Gather each line of the entries below that includes "picture".

***

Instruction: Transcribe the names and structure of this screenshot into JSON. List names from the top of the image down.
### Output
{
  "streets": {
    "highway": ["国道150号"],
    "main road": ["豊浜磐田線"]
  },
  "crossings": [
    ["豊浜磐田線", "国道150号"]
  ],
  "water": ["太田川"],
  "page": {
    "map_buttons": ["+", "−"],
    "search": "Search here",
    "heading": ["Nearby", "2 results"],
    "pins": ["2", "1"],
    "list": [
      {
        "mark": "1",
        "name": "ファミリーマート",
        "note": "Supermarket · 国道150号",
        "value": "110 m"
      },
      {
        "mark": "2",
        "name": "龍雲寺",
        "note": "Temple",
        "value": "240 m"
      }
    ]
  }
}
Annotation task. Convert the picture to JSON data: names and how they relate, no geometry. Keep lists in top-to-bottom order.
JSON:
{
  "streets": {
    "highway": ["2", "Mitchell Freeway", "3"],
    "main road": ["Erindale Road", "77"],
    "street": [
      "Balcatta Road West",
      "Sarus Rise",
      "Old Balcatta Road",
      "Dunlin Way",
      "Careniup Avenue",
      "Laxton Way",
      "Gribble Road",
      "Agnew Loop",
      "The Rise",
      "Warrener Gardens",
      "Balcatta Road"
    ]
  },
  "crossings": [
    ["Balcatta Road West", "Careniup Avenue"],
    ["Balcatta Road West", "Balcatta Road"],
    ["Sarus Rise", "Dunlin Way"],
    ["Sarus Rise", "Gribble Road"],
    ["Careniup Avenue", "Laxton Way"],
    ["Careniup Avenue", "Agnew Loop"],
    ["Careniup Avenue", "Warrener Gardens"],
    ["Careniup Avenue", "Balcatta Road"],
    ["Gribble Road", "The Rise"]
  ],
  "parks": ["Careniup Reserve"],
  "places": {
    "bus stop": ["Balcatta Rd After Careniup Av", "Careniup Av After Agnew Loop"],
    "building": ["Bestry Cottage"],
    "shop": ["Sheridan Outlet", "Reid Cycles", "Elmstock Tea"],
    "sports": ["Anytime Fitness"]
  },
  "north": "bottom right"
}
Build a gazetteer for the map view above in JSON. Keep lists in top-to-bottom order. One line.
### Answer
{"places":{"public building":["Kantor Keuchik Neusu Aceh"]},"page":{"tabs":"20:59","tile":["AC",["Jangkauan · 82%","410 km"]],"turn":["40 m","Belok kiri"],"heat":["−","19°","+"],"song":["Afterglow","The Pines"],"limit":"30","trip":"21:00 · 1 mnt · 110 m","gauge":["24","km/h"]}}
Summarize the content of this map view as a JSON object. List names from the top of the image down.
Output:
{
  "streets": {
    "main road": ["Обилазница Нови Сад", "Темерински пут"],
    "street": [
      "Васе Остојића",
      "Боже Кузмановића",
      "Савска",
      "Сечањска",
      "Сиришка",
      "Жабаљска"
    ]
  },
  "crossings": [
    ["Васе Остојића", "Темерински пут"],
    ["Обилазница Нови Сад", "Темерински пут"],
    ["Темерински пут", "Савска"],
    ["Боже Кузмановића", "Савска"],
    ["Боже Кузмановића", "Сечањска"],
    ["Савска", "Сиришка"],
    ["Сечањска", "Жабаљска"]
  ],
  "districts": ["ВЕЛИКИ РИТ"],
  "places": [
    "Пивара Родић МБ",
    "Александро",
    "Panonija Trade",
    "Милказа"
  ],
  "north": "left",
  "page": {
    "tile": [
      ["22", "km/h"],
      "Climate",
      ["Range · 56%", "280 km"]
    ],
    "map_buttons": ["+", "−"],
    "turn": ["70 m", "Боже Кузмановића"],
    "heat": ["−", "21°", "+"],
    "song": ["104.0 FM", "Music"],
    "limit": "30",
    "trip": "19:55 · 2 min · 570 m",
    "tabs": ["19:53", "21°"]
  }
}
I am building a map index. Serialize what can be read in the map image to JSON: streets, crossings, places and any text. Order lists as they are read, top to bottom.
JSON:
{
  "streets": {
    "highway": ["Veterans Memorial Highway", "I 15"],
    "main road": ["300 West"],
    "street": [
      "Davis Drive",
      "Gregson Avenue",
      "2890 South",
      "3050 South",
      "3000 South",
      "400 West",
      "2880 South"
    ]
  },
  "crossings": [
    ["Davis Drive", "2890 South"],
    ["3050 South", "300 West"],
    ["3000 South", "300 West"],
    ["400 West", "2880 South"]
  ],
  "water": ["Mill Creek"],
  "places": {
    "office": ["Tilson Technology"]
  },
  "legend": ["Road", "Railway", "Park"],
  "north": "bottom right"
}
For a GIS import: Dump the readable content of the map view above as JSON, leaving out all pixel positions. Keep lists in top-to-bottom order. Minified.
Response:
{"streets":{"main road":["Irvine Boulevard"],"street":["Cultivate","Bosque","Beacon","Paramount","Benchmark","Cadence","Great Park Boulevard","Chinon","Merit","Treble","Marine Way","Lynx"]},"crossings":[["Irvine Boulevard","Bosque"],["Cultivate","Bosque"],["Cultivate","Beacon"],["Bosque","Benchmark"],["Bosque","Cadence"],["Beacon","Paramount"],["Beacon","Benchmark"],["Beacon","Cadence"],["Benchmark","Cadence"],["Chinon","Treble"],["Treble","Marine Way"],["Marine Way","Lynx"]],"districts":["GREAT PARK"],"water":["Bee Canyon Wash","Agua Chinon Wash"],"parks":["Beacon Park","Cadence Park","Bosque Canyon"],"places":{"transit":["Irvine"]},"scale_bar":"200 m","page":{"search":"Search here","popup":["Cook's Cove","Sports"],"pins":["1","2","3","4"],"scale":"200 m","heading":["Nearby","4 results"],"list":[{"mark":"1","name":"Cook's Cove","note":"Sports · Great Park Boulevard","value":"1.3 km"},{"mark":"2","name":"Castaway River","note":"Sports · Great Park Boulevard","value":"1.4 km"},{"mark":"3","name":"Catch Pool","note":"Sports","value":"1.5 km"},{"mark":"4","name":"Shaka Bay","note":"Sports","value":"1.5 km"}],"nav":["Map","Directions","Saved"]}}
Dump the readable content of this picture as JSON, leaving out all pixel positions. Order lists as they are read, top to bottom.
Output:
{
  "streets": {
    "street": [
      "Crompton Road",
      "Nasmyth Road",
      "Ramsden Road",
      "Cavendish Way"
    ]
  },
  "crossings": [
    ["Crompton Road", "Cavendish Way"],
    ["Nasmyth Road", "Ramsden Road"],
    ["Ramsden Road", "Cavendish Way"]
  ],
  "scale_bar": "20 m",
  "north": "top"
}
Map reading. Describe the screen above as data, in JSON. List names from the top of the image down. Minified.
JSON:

***

# [SOLUTION TO THIS TASK]
Annotation task. Convert the picture to JSON data: names and how they relate, no geometry. Keep lists in top-to-bottom order.
Dump the readable content of this picture as JSON, leaving out all pixel positions. Order lists as they are read, top to bottom.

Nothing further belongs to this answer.